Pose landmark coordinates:

──────

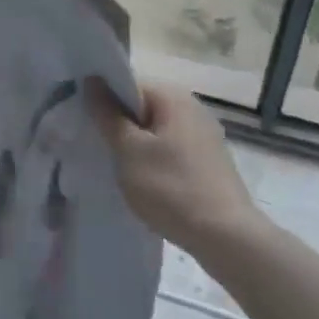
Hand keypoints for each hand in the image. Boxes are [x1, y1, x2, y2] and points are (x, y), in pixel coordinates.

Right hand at [87, 79, 261, 253]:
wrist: (228, 239)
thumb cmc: (172, 188)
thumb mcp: (129, 150)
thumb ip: (107, 114)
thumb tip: (91, 79)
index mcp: (173, 96)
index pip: (127, 85)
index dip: (105, 104)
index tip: (90, 127)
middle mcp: (192, 107)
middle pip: (142, 108)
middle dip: (121, 128)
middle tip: (103, 152)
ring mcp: (205, 136)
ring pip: (157, 133)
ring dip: (138, 148)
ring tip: (123, 172)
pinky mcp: (211, 163)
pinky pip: (172, 152)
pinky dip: (157, 163)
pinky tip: (150, 186)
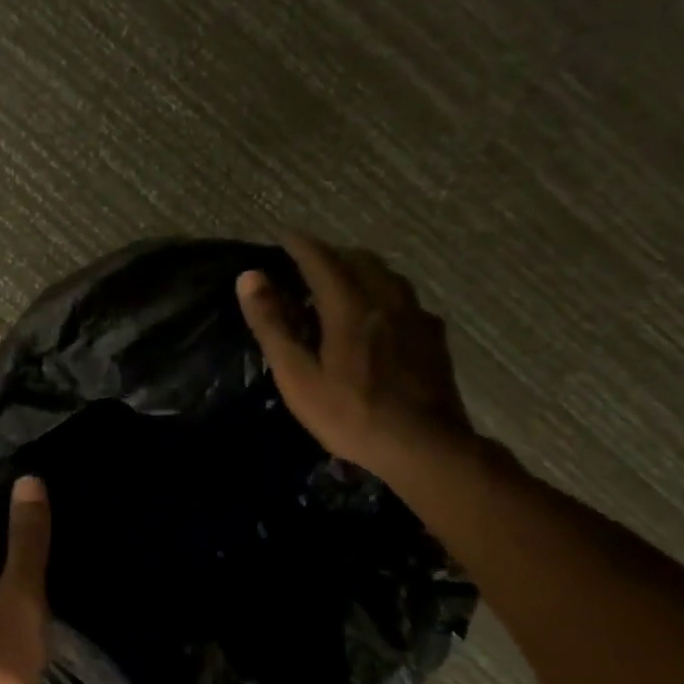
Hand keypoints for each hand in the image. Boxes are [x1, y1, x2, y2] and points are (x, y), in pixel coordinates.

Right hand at [236, 234, 473, 476]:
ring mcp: (416, 317)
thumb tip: (250, 278)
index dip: (299, 245)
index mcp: (350, 306)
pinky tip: (379, 315)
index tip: (281, 236)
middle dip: (331, 254)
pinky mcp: (433, 337)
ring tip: (341, 283)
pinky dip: (383, 293)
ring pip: (387, 276)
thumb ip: (273, 324)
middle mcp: (386, 300)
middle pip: (359, 260)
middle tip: (307, 263)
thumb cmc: (351, 414)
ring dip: (360, 270)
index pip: (321, 260)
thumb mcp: (298, 376)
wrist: (424, 447)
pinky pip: (405, 299)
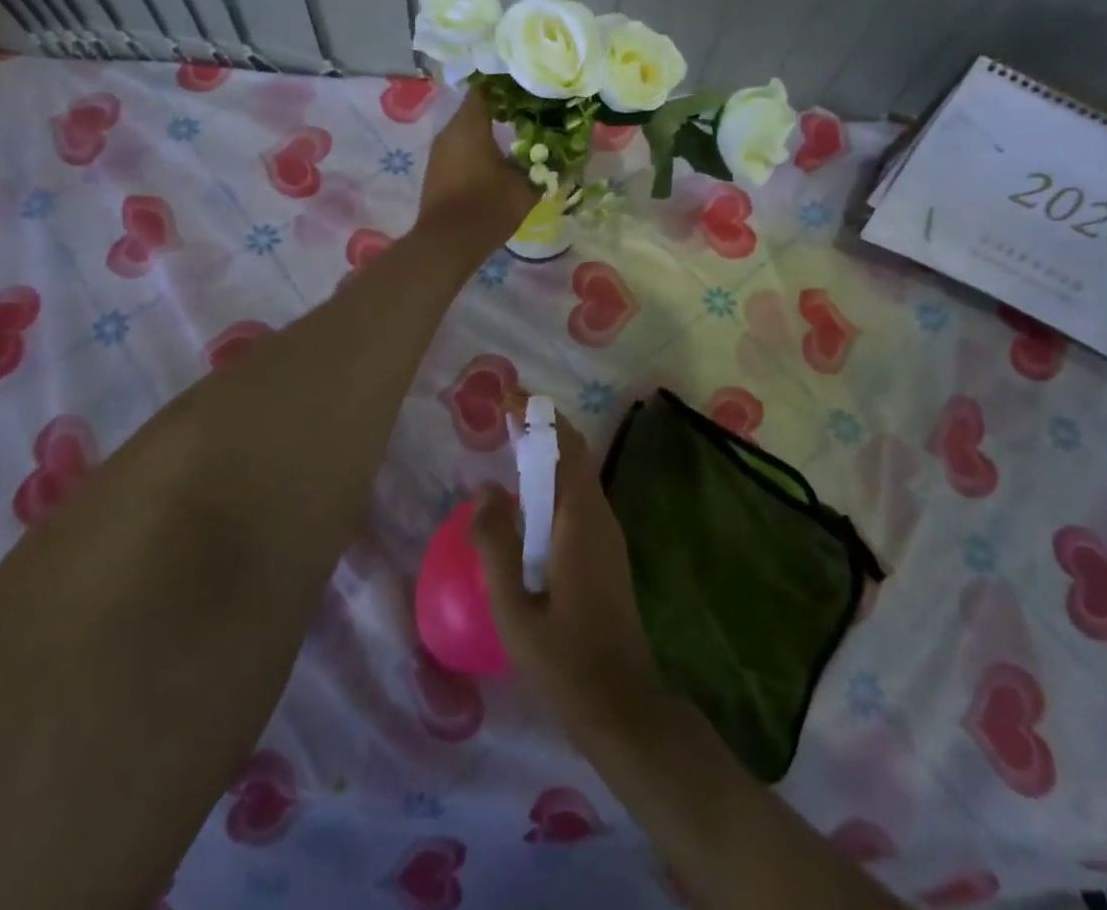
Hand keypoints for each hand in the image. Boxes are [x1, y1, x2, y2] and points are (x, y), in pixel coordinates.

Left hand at [419, 85, 538, 243]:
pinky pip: (459, 149)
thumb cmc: (488, 207)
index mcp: (470, 125)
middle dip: (501, 110)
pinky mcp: (436, 170)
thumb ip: (543, 167)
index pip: (485, 88)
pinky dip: (476, 149)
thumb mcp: (525, 188)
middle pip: (475, 109)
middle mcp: (450, 131)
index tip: (527, 90)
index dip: (507, 87)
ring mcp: (439, 151)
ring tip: (515, 137)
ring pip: (466, 130)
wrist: (447, 243)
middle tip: (529, 114)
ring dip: (488, 131)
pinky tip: (495, 160)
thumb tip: (560, 156)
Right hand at [471, 415, 666, 748]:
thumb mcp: (514, 608)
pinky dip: (552, 484)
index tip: (508, 398)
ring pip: (578, 478)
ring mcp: (607, 536)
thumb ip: (495, 545)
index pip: (566, 446)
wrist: (622, 707)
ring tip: (508, 450)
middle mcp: (599, 517)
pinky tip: (526, 504)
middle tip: (502, 419)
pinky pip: (578, 501)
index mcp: (581, 520)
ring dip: (547, 455)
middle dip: (542, 429)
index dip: (540, 417)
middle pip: (574, 455)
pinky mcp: (605, 554)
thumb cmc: (564, 660)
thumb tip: (484, 490)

──────

◆ Work required ◆
Output each record exactly as it appears, but not the pictures.

◆ Answer for the task ◆
Hand keypoints for each hand in the image. Boxes are [x1, y1, x2, y2] and points are (x, y), in pixel coordinates.

Right hand at [87, 79, 261, 253]:
wrist: (228, 239)
thumb cmc: (172, 188)
thumb mcp: (129, 150)
thumb ip: (107, 114)
thumb tip: (91, 79)
index mcp: (173, 96)
index pip: (127, 85)
index dip: (105, 104)
index tip: (90, 127)
middle mcp: (192, 107)
middle pip: (142, 108)
middle dip: (121, 128)
middle tip: (103, 152)
ring mcp: (205, 136)
ring pip: (157, 133)
ring dip: (138, 148)
ring tip: (123, 172)
pinky mcp: (211, 163)
pinky pip: (172, 152)
pinky dip: (157, 163)
pinky tip: (150, 186)
Hand keypoints for each hand in the image. Boxes are [x1, y1, x2, y2] and points are (x, y), in pixel coordinates.

Right hand at [236, 234, 473, 476]:
ring mcp: (416, 317)
thumb tip: (250, 278)
index dip: (299, 245)
index mcp: (350, 306)
pinky tip: (379, 315)
index tip: (281, 236)
middle dip: (331, 254)
pinky mcp: (433, 337)
ring tip: (341, 283)
pinky dip: (383, 293)
ring pip: (387, 276)
thumb ip: (273, 324)
middle mcp: (386, 300)
middle pip: (359, 260)
middle tip: (307, 263)
thumb cmc: (351, 414)
ring dip: (360, 270)
index pip: (321, 260)
thumb mcp: (298, 376)
wrist: (424, 447)
pinky pip: (405, 299)
Hand keypoints for each hand in the image. Boxes are [x1, y1, x2, y2] and points are (x, y), in pixel coordinates.

Left hand at [419, 85, 538, 243]:
pinky pip: (459, 149)
thumb cmc: (488, 207)
index mcp: (470, 125)
middle dip: (501, 110)
pinky mcp: (436, 170)
thumb ip: (543, 167)
index pip: (485, 88)
pinky dip: (476, 149)
thumb mcp: (525, 188)
middle pip: (475, 109)
middle mcp: (450, 131)
index tip: (527, 90)
index dip: (507, 87)
ring mcp: (439, 151)
ring tip: (515, 137)
ring pip: (466, 130)
wrist: (447, 243)
middle tip: (529, 114)
ring dip: (488, 131)
pinky tip: (495, 160)
thumb tip: (560, 156)
Right hand at [471, 415, 666, 748]:
thumb mcp: (514, 608)
pinky dip: (552, 484)
index tip: (508, 398)
ring pip: (578, 478)
ring mcp: (607, 536)
thumb ip: (495, 545)
index pip: (566, 446)
wrist: (622, 707)
ring tip: (508, 450)
middle mcp: (599, 517)
pinky tip: (526, 504)
middle tip: (502, 419)
pinky pip: (578, 501)
index mcp: (581, 520)
ring dip: (547, 455)
middle dip: (542, 429)
index dip: (540, 417)
middle pip: (574, 455)
pinky mcp: (605, 554)
thumb cmc: (564, 660)
thumb tip: (484, 490)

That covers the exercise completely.